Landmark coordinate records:
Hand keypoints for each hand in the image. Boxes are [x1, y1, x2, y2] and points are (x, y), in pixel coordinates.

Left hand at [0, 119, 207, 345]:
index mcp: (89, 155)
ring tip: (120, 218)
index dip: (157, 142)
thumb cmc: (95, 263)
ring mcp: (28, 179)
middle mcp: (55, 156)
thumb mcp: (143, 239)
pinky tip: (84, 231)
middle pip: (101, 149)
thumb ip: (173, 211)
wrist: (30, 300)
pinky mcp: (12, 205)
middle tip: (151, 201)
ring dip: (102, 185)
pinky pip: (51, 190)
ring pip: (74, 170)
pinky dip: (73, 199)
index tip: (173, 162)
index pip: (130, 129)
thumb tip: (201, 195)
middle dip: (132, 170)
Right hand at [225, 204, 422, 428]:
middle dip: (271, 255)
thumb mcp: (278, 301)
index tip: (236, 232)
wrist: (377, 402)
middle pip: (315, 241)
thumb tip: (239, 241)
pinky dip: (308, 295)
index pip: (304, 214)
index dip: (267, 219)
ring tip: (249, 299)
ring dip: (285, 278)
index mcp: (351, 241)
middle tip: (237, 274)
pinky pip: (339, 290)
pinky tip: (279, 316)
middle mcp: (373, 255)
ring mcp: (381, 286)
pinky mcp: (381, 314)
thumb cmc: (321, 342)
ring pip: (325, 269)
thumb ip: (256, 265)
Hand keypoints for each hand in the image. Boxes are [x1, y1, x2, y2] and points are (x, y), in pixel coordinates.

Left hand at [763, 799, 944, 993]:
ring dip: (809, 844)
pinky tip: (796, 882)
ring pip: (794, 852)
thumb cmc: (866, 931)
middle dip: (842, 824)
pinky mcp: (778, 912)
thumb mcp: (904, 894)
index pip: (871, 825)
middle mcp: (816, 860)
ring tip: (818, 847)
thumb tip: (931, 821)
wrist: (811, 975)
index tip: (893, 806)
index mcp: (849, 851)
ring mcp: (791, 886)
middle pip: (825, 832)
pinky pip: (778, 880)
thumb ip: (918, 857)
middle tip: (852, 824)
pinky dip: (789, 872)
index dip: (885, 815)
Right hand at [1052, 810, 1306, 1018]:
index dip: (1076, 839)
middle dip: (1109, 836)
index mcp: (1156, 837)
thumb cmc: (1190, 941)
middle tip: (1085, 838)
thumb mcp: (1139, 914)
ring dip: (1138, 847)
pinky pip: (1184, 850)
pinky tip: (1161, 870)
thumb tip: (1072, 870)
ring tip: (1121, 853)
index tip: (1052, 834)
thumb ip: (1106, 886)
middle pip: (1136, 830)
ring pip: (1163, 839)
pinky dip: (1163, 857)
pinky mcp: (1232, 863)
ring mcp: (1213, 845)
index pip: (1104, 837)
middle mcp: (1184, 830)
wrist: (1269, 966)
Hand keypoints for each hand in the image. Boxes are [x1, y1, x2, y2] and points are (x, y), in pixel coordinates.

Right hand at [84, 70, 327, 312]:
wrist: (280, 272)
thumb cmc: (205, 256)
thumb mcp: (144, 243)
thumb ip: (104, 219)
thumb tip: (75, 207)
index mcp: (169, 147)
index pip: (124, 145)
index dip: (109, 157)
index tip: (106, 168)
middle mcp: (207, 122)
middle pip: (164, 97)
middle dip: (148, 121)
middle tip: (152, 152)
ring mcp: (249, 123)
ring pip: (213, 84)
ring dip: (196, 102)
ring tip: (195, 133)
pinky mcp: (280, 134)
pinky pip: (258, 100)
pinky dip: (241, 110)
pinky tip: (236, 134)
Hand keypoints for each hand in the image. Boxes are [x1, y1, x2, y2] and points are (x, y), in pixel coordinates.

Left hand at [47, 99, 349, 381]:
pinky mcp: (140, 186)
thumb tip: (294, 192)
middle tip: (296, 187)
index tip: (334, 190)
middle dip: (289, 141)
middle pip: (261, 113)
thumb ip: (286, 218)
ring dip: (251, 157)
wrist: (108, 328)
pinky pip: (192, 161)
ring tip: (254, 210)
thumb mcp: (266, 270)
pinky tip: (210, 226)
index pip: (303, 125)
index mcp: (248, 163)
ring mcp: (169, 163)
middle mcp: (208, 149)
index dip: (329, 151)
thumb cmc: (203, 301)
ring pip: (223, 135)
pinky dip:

> TASK REQUIREMENTS
Above are records; repeat only the lines starting at the line with "pinky dip: (241, 110)" and ending at the line with "middle dip: (289, 141)", exactly as they appear, both included.

> YOUR SOLUTION
pinky dip: (241, 110)
pinky tip: (236, 134)
Hand keypoints for each hand in the image. Boxes are [x1, y1, x2, y2] and points are (x, y), in pixel coordinates.

Left hand at [47, 99, 349, 381]:
pinky mcp: (140, 186)
thumb tip: (294, 192)
middle tip: (296, 187)
index tip: (334, 190)
middle dip: (289, 141)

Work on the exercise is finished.